• **ACTIVITY**: Each line of the records that holds the word "Jägerstraße" should be copied out.

• **DATA RECORDS**:

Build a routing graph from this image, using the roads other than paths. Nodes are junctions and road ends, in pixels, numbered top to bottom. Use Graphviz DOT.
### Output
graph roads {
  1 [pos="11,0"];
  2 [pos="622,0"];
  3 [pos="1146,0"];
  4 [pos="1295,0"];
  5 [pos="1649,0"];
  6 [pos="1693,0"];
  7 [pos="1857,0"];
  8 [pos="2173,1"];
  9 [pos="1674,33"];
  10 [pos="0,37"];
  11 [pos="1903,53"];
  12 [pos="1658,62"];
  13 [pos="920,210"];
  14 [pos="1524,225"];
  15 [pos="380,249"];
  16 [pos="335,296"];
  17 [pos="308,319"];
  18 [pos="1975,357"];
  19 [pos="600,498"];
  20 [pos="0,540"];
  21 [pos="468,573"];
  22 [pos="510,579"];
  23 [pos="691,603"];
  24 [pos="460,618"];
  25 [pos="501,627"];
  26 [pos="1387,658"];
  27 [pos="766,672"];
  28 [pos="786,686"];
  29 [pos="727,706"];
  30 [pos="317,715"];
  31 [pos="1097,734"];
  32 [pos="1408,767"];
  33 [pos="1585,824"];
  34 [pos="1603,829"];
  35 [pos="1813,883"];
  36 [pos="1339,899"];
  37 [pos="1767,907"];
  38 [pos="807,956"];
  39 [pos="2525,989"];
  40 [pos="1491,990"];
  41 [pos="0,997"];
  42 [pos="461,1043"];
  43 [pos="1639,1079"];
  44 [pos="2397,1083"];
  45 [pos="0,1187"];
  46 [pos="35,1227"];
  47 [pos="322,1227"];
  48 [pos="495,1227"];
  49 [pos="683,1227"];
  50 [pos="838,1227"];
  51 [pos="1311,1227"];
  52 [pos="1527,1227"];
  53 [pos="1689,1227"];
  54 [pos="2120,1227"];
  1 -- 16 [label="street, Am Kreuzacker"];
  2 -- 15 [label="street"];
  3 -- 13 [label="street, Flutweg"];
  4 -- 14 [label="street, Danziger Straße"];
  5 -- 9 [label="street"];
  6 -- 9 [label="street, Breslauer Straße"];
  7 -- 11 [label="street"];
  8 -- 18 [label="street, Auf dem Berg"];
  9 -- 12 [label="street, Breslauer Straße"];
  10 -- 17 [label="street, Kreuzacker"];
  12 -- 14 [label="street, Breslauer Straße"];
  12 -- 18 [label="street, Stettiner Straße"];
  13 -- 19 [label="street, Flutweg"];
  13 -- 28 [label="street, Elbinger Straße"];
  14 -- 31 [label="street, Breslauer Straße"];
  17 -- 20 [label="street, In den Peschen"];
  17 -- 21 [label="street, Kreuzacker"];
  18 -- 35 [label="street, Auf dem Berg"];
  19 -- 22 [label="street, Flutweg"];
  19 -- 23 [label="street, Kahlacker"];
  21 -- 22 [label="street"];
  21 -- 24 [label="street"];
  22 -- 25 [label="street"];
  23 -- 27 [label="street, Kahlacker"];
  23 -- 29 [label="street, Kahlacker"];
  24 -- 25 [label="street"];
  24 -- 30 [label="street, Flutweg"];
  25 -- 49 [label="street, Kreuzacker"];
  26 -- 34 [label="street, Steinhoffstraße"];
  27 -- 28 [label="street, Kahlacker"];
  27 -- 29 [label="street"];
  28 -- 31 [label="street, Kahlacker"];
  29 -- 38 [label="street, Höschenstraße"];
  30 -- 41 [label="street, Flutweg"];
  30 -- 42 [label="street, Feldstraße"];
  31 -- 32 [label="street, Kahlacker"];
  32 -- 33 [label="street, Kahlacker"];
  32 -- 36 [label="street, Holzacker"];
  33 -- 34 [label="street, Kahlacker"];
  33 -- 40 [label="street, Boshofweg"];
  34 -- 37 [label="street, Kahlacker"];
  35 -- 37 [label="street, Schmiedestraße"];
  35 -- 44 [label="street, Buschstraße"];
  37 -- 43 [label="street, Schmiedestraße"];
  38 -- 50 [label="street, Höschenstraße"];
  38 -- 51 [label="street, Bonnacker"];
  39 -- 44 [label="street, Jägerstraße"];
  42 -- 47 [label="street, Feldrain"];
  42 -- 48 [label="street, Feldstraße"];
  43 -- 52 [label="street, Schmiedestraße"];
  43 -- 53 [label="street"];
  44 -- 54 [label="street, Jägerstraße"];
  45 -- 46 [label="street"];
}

• **ANSWER FOR THIS EXERCISE**:
  39 -- 44 [label="street, Jägerstraße"];
  44 -- 54 [label="street, Jägerstraße"];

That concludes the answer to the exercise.